- _Input_
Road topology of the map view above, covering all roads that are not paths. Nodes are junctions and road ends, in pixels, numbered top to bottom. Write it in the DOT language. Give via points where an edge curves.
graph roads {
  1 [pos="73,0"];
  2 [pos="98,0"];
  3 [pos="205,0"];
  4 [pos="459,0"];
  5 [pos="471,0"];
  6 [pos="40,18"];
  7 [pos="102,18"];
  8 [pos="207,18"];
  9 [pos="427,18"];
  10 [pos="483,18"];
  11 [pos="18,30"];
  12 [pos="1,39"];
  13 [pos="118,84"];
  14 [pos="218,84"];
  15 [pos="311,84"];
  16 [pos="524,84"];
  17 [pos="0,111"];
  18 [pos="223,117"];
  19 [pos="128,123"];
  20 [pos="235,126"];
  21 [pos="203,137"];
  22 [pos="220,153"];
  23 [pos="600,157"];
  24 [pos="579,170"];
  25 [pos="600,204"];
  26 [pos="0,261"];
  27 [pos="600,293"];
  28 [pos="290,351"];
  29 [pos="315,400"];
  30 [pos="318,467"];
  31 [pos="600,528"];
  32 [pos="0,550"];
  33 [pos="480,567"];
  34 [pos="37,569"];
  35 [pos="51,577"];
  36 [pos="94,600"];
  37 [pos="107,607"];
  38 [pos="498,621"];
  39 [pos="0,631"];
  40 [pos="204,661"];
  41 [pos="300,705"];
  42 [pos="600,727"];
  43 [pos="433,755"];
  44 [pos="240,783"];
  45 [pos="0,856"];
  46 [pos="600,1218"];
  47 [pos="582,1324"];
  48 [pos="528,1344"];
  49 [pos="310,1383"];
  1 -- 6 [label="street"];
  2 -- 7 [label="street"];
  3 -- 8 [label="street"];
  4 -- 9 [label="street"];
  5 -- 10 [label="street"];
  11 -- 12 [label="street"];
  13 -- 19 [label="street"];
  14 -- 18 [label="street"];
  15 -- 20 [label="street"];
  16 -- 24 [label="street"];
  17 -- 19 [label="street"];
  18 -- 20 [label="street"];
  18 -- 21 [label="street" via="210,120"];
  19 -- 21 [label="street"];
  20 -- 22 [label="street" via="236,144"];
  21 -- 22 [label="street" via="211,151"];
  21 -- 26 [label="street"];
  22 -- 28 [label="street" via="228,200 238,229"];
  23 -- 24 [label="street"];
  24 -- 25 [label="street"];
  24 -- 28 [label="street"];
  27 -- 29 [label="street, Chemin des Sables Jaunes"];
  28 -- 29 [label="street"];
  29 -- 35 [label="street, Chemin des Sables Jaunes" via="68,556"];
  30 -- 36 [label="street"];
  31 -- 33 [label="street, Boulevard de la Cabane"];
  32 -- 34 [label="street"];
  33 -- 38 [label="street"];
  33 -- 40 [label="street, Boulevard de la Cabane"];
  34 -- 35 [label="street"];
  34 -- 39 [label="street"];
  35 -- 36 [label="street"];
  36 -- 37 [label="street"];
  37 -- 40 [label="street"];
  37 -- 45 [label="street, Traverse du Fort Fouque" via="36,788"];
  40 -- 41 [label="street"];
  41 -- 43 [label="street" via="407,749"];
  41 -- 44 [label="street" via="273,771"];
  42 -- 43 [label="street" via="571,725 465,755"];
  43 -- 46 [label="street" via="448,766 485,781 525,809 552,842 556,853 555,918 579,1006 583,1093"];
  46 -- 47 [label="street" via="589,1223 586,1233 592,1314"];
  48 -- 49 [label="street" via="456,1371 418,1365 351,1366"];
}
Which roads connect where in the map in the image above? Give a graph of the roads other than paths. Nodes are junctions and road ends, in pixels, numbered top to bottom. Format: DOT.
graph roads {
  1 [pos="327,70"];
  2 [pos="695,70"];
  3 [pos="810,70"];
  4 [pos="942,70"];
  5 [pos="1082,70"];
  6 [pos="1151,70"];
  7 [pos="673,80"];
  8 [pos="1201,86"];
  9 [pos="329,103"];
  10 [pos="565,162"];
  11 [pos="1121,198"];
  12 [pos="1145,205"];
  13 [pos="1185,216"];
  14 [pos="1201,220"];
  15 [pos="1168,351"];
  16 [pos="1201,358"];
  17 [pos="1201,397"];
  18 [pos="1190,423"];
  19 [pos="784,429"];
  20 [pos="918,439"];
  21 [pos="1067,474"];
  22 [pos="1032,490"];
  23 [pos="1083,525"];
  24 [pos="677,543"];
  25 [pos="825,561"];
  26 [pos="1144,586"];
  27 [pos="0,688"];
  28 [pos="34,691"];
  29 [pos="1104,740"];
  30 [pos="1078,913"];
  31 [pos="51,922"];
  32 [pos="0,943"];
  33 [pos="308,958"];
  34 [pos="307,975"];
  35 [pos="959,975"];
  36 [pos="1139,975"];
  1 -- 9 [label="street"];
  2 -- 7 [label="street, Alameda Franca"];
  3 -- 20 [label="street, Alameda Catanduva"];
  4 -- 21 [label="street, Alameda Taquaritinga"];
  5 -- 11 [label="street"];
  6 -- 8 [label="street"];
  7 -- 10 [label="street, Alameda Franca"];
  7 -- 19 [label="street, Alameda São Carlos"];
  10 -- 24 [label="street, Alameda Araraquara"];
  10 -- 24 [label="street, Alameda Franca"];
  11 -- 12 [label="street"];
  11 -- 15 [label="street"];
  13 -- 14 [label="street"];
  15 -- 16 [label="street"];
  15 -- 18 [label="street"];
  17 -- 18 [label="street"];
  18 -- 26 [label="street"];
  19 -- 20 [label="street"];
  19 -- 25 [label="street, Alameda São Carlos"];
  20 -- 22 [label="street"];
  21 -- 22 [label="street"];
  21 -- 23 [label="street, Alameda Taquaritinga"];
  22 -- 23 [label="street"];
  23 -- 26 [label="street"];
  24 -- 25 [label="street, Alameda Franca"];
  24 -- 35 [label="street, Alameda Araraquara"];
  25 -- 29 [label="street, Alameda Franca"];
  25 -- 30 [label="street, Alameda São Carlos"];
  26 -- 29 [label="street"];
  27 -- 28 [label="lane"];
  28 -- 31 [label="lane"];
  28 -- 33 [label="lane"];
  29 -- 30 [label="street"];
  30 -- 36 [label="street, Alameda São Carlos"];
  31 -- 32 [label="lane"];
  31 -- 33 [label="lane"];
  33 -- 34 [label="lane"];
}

- _Assignment_
In full and word for word, reproduce the data above.

- _Solution to the exercise_
Road topology of the map view above, covering all roads that are not paths. Nodes are junctions and road ends, in pixels, numbered top to bottom. Write it in the DOT language. Give via points where an edge curves.
graph roads {
  1 [pos="73,0"];
  2 [pos="98,0"];
  3 [pos="205,0"];
  4 [pos="459,0"];
  5 [pos="471,0"];
  6 [pos="40,18"];
  7 [pos="102,18"];
  8 [pos="207,18"];
  9 [pos="427,18"];
  10 [pos="483,18"];
  11 [pos="18,30"];
  12 [pos="1,39"];
  13 [pos="118,84"];
  14 [pos="218,84"];
  15 [pos="311,84"];
  16 [pos="524,84"];
  17 [pos="0,111"];
  18 [pos="223,117"];
  19 [pos="128,123"];
  20 [pos="235,126"];
  21 [pos="203,137"];
  22 [pos="220,153"];
  23 [pos="600,157"];
  24 [pos="579,170"];
  25 [pos="600,204"];
  26 [pos="0,261"];
  27 [pos="600,293"];
  28 [pos="290,351"];
  29 [pos="315,400"];
  30 [pos="318,467"];
  31 [pos="600,528"];
  32 [pos="0,550"];
  33 [pos="480,567"];
  34 [pos="37,569"];
  35 [pos="51,577"];
  36 [pos="94,600"];
  37 [pos="107,607"];
  38 [pos="498,621"];
  39 [pos="0,631"];
  40 [pos="204,661"];
  41 [pos="300,705"];
  42 [pos="600,727"];
  43 [pos="433,755"];
  44 [pos="240,783"];
  45 [pos="0,856"];
  46 [pos="600,1218"];
  47 [pos="582,1324"];
  48 [pos="528,1344"];
  49 [pos="310,1383"];
  1 -- 6 [label="street"];
  2 -- 7 [label="street"];
  3 -- 8 [label="street"];
  4 -- 9 [label="street"];
  5 -- 10 [label="street"];
  11 -- 12 [label="street"];
  13 -- 19 [label="street"];
  14 -- 18 [label="street"];
  15 -- 20 [label="street"];
  16 -- 24 [label="street"];
  17 -- 19 [label="street"];
  18 -- 20 [label="street"];
  18 -- 21 [label="street" via="210,120"];
  19 -- 21 [label="street"];
  20 -- 22 [label="street" via="236,144"];
  21 -- 22 [label="street" via="211,151"];
  21 -- 26 [label="street"];
  22 -- 28 [label="street" via="228,200 238,229"];
  23 -- 24 [label="street"];
  24 -- 25 [label="street"];
  24 -- 28 [label="street"];
  27 -- 29 [label="street, Chemin des Sables Jaunes"];
  28 -- 29 [label="street"];
  29 -- 35 [label="street, Chemin des Sables Jaunes" via="68,556"];
  30 -- 36 [label="street"];
  31 -- 33 [label="street, Boulevard de la Cabane"];
  32 -- 34 [label="street"];
  33 -- 38 [label="street"];
  33 -- 40 [label="street, Boulevard de la Cabane"];
  34 -- 35 [label="street"];
  34 -- 39 [label="street"];
  35 -- 36 [label="street"];
  36 -- 37 [label="street"];
  37 -- 40 [label="street"];
  37 -- 45 [label="street, Traverse du Fort Fouque" via="36,788"];
  40 -- 41 [label="street"];
  41 -- 43 [label="street" via="407,749"];
  41 -- 44 [label="street" via="273,771"];
  42 -- 43 [label="street" via="571,725 465,755"];
  43 -- 46 [label="street" via="448,766 485,781 525,809 552,842 556,853 555,918 579,1006 583,1093"];
  46 -- 47 [label="street" via="589,1223 586,1233 592,1314"];
  48 -- 49 [label="street" via="456,1371 418,1365 351,1366"];
}
Which roads connect where in the map in the image above? Give a graph of the roads other than paths. Nodes are junctions and road ends, in pixels, numbered top to bottom. Format: DOT.
graph roads {
  1 [pos="327,70"];
  2 [pos="695,70"];
  3 [pos="810,70"];
  4 [pos="942,70"];
  5 [pos="1082,70"];
  6 [pos="1151,70"];
  7 [pos="673,80"];
  8 [pos="1201,86"];
  9 [pos="329,103"];
  10 [pos="565,162"];
  11 [pos="1121,198"];
  12 [pos="1145,205"];
  13 [pos="1185,216"];
  14 [pos="1201,220"];
  15 [pos="1168,351"];
  16 [pos="1201,358"];
  17 [pos="1201,397"];
  18 [pos="1190,423"];
  19 [pos="784,429"];
  20 [pos="918,439"];
  21 [pos="1067,474"];
  22 [pos="1032,490"];
  23 [pos="1083,525"];
  24 [pos="677,543"];
  25 [pos="825,561"];
  26 [pos="1144,586"];
  27 [pos="0,688"];
  28 [pos="34,691"];
  29 [pos="1104,740"];
  30 [pos="1078,913"];
  31 [pos="51,922"];
  32 [pos="0,943"];
  33 [pos="308,958"];
  34 [pos="307,975"];
  35 [pos="959,975"];
  36 [pos="1139,975"];
  1 -- 9 [label="street"];
  2 -- 7 [label="street, Alameda Franca"];
  3 -- 20 [label="street, Alameda Catanduva"];
  4 -- 21 [label="street, Alameda Taquaritinga"];
  5 -- 11 [label="street"];
  6 -- 8 [label="street"];
  7 -- 10 [label="street, Alameda Franca"];
  7 -- 19 [label="street, Alameda São Carlos"];
  10 -- 24 [label="street, Alameda Araraquara"];
  10 -- 24 [label="street, Alameda Franca"];
  11 -- 12 [label="street"];
  11 -- 15 [label="street"];
  13 -- 14 [label="street"];
  15 -- 16 [label="street"];
  15 -- 18 [label="street"];
  17 -- 18 [label="street"];
  18 -- 26 [label="street"];
  19 -- 20 [label="street"];
  19 -- 25 [label="street, Alameda São Carlos"];
  20 -- 22 [label="street"];
  21 -- 22 [label="street"];
  21 -- 23 [label="street, Alameda Taquaritinga"];
  22 -- 23 [label="street"];
  23 -- 26 [label="street"];
  24 -- 25 [label="street, Alameda Franca"];
  24 -- 35 [label="street, Alameda Araraquara"];
  25 -- 29 [label="street, Alameda Franca"];
  25 -- 30 [label="street, Alameda São Carlos"];
  26 -- 29 [label="street"];
  27 -- 28 [label="lane"];
  28 -- 31 [label="lane"];
  28 -- 33 [label="lane"];
  29 -- 30 [label="street"];
  30 -- 36 [label="street, Alameda São Carlos"];
  31 -- 32 [label="lane"];
  31 -- 33 [label="lane"];
  33 -- 34 [label="lane"];
}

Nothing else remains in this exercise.